** TASK PROMPT **
The task calls for every entry to be printed word for word, without the images.

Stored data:
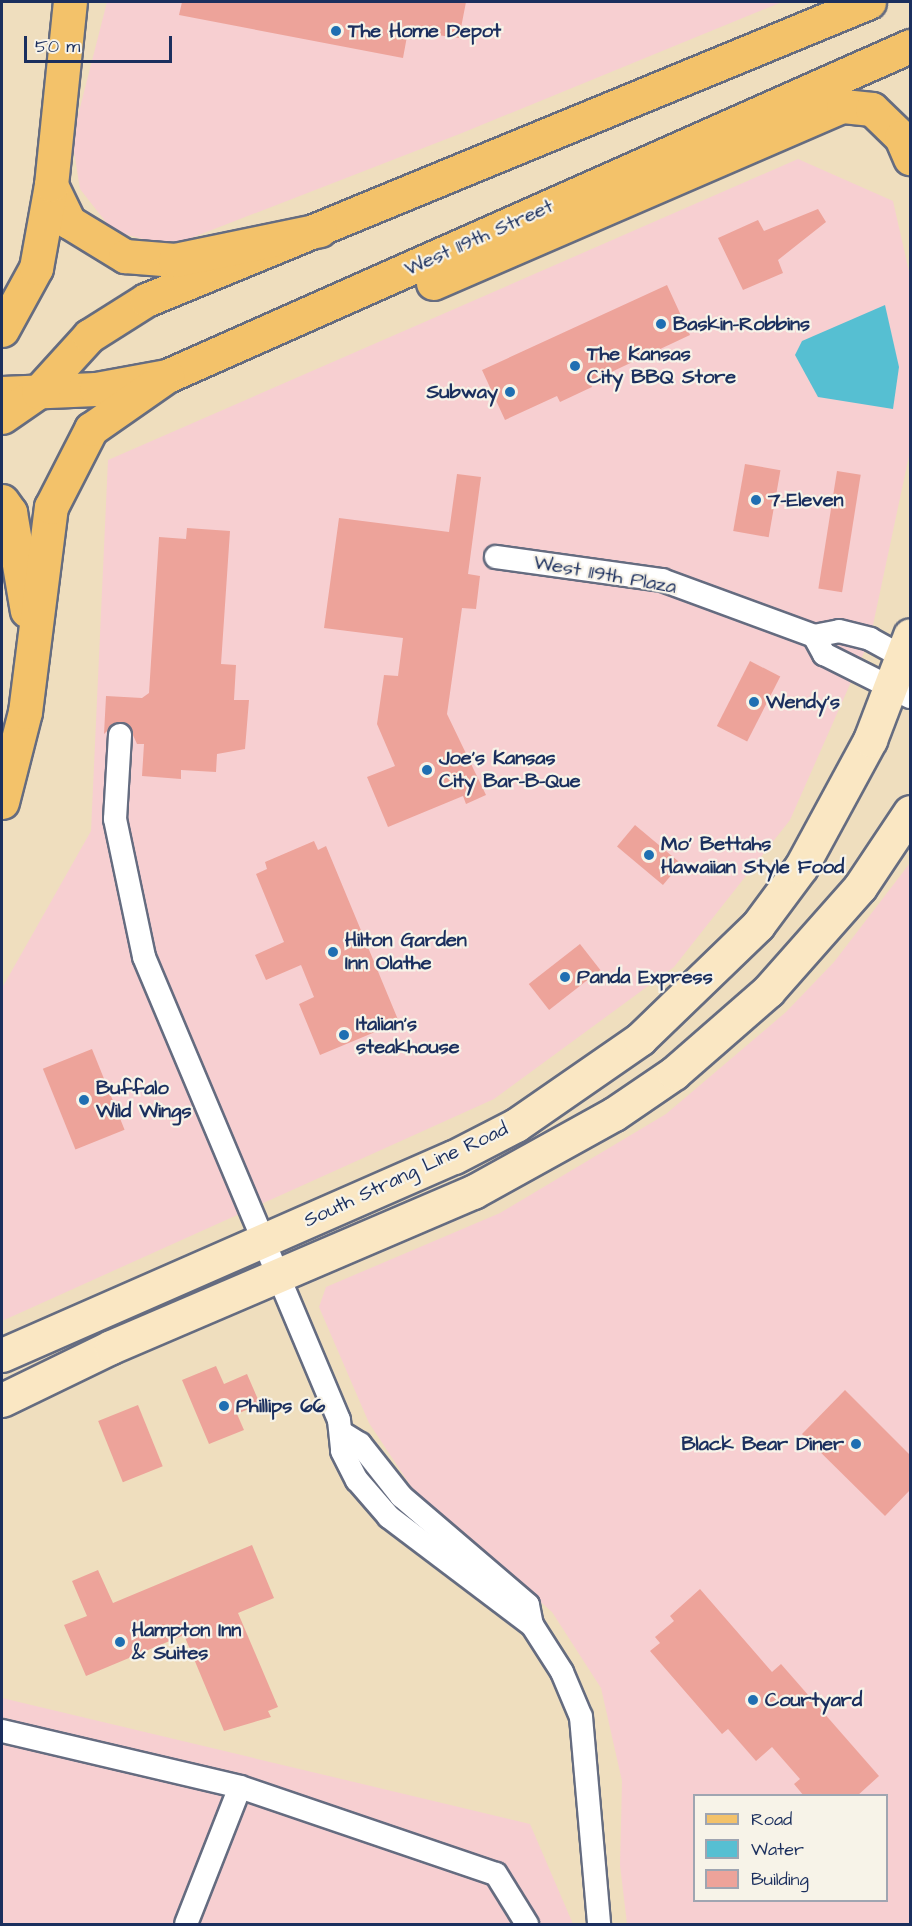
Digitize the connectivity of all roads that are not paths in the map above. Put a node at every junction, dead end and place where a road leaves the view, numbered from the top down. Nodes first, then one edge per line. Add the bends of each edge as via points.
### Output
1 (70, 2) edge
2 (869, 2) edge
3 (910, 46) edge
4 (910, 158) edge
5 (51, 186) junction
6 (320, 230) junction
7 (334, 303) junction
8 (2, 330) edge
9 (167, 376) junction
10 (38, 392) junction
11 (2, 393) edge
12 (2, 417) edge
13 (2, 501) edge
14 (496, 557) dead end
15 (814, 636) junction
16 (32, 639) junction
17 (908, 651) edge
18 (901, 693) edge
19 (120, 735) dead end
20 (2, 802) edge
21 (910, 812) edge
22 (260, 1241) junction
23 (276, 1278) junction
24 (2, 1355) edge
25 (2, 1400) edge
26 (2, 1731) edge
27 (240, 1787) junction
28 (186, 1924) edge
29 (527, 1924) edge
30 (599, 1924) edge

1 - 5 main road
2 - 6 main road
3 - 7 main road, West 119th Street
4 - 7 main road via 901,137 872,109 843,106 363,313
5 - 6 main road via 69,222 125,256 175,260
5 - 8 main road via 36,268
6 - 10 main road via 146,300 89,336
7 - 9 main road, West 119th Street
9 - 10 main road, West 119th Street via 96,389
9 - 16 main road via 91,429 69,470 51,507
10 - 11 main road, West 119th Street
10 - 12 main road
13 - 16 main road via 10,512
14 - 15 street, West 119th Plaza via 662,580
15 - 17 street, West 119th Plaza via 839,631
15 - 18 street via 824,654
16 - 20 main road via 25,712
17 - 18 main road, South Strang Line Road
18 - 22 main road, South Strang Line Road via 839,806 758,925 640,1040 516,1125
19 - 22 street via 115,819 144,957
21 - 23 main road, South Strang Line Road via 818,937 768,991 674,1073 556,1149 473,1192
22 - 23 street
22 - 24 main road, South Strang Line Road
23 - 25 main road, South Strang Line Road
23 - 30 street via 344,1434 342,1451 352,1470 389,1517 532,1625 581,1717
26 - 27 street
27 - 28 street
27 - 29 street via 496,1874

** FINAL ANSWER **
Digitize the connectivity of all roads that are not paths in the map above. Put a node at every junction, dead end and place where a road leaves the view, numbered from the top down. Nodes first, then one edge per line. Add the bends of each edge as via points.
### Output
1 (70, 2) edge
2 (869, 2) edge
3 (910, 46) edge
4 (910, 158) edge
5 (51, 186) junction
6 (320, 230) junction
7 (334, 303) junction
8 (2, 330) edge
9 (167, 376) junction
10 (38, 392) junction
11 (2, 393) edge
12 (2, 417) edge
13 (2, 501) edge
14 (496, 557) dead end
15 (814, 636) junction
16 (32, 639) junction
17 (908, 651) edge
18 (901, 693) edge
19 (120, 735) dead end
20 (2, 802) edge
21 (910, 812) edge
22 (260, 1241) junction
23 (276, 1278) junction
24 (2, 1355) edge
25 (2, 1400) edge
26 (2, 1731) edge
27 (240, 1787) junction
28 (186, 1924) edge
29 (527, 1924) edge
30 (599, 1924) edge

1 - 5 main road
2 - 6 main road
3 - 7 main road, West 119th Street
4 - 7 main road via 901,137 872,109 843,106 363,313
5 - 6 main road via 69,222 125,256 175,260
5 - 8 main road via 36,268
6 - 10 main road via 146,300 89,336
7 - 9 main road, West 119th Street
9 - 10 main road, West 119th Street via 96,389
9 - 16 main road via 91,429 69,470 51,507
10 - 11 main road, West 119th Street
10 - 12 main road
13 - 16 main road via 10,512
14 - 15 street, West 119th Plaza via 662,580
15 - 17 street, West 119th Plaza via 839,631
15 - 18 street via 824,654
16 - 20 main road via 25,712
17 - 18 main road, South Strang Line Road
18 - 22 main road, South Strang Line Road via 839,806 758,925 640,1040 516,1125
19 - 22 street via 115,819 144,957
21 - 23 main road, South Strang Line Road via 818,937 768,991 674,1073 556,1149 473,1192
22 - 23 street
22 - 24 main road, South Strang Line Road
23 - 25 main road, South Strang Line Road
23 - 30 street via 344,1434 342,1451 352,1470 389,1517 532,1625 581,1717
26 - 27 street
27 - 28 street
27 - 29 street via 496,1874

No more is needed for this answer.